Migliaia di ex camerieri, baristi, receptionist e chi più ne ha più ne metta hanno preferito virare verso l’industria o altri settori, nel tentativo di trovare contratti applicati in maniera trasparente e regolare, stipendi più adeguati, ritmi professionali che non presupponessero il lavorare oltre 10/12 ore al giorno 6 giorni a settimana regalando ore di straordinari non retribuiti, un equilibrio tra vita privata e professionale. Richieste per nulla assurde in un Paese normale, ma il nostro tutto è meno che un Paese normale. 

Secondo l’ultimo rapporto congiunto di Ispettorato del Lavoro, Inail e Inps, emerge che proprio il turismo è uno dei tre settori che presentano la maggior percentuali di irregolarità per quanto riguarda la gestione dei rapporti di lavoro, tra lavoro grigio, nero e mancato rispetto delle normative sulla sicurezza nei luoghi di lavoro. “In relazione ai diversi settori produttivi, gli indici di irregolarità più elevati si riscontrano nell’edilizia e nel terziario – si legge nel rapporto – In questo ambito in particolare si rileva un tasso di irregolarità notevole nelle attività dei servizi di alloggio e ristorazione, trasporto e magazzinaggio, ma soprattutto i servizi a supporto delle imprese”.  

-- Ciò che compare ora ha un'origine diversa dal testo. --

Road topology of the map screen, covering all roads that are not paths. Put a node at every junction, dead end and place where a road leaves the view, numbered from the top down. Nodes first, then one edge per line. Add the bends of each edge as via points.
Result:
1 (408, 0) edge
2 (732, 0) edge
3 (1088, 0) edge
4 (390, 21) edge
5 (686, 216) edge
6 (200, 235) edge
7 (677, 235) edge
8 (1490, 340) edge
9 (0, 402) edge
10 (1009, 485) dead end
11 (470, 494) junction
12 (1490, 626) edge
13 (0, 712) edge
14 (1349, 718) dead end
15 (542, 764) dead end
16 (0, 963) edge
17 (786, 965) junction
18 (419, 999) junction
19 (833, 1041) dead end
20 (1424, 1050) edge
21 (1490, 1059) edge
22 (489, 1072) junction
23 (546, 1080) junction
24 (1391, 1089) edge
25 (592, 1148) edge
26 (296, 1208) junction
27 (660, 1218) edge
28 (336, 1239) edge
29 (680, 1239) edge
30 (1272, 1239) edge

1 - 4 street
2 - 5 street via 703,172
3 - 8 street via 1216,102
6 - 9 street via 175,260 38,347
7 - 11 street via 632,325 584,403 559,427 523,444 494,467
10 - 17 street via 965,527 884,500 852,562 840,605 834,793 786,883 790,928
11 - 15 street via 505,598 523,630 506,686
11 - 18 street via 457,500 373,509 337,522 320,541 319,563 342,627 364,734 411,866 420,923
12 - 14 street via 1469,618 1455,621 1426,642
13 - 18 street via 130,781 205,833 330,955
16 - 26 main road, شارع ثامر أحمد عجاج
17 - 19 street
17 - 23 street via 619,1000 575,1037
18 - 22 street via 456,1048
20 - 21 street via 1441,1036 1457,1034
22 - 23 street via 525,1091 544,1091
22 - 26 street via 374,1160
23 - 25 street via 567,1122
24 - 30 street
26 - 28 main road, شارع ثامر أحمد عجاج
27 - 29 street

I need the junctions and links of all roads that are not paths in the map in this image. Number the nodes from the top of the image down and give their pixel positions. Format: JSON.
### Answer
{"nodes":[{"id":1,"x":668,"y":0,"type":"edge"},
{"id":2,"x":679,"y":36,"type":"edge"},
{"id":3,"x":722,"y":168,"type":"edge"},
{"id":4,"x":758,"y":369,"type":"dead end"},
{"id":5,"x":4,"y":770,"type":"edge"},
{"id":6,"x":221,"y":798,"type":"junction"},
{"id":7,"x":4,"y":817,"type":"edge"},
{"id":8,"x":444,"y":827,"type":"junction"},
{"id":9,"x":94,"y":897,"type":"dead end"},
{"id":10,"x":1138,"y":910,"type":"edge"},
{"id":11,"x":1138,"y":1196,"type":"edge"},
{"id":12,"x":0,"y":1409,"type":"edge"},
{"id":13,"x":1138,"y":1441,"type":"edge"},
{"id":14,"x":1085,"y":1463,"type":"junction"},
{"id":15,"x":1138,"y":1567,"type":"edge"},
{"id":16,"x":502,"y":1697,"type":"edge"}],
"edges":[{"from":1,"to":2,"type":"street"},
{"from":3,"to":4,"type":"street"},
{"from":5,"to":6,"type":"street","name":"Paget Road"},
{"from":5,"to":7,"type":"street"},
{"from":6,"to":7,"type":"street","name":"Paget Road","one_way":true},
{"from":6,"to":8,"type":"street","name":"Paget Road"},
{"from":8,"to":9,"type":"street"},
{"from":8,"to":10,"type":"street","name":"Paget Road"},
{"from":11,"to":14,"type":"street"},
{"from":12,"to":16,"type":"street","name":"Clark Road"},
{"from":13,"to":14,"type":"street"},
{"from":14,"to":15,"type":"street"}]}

Chiunque abbia lavorato nel settore turistico e in particolare durante le cosiddette stagioni, che sono per ovvi motivi i periodi di picco delle attività del settore, sa bene che troppo spesso le condizioni che vengono proposte da molti, troppi imprenditori sono del tutto sfavorevoli ai lavoratori, se non addirittura totalmente irregolari. Salari da 1.200/1.400 euro al mese in media per lavorare anche oltre 10 ore al giorno senza riposo settimanale, con rate di tredicesima, quattordicesima e tfr spalmati sulle mensilità nel tentativo di far sembrare meno misero uno stipendio che di fatto è comunque totalmente inadeguato rispetto alla mole di lavoro richiesta.  

A nessun giornalista sorge mai una banale domanda: dove sono finiti i lavoratori che hanno prestato servizio le scorse stagioni per queste stesse strutture che ora non riescono a trovare personale? Perché non vengono richiamati in servizio con una proposta migliorativa, così come vorrebbe la legge della domanda e dell’offerta che agli imprenditori piace tanto solamente quando permette loro di aumentare i prezzi dei loro servizi? Perché uno dei primi campanelli d’allarme che fa capire quando le condizioni proposte da certe strutture sono assolutamente inadeguate a quanto richieste è il turn-over del personale. Un alto turn-over di personale ci indica che qualcosa nella gestione di un’azienda di qualsiasi tipo non va.  

Forse gli imprenditori del settore dovrebbero lamentarsi meno sui giornali e passare un po’ più di tempo a farsi un esame di coscienza così da riuscire a comprendere che sono stati proprio loro i primi a darsi la zappa sui piedi pensando di poter fare impresa così per sempre. Insomma, chi è causa del suo male pianga se stesso, altro che dare la colpa ai giovani e al reddito di cittadinanza.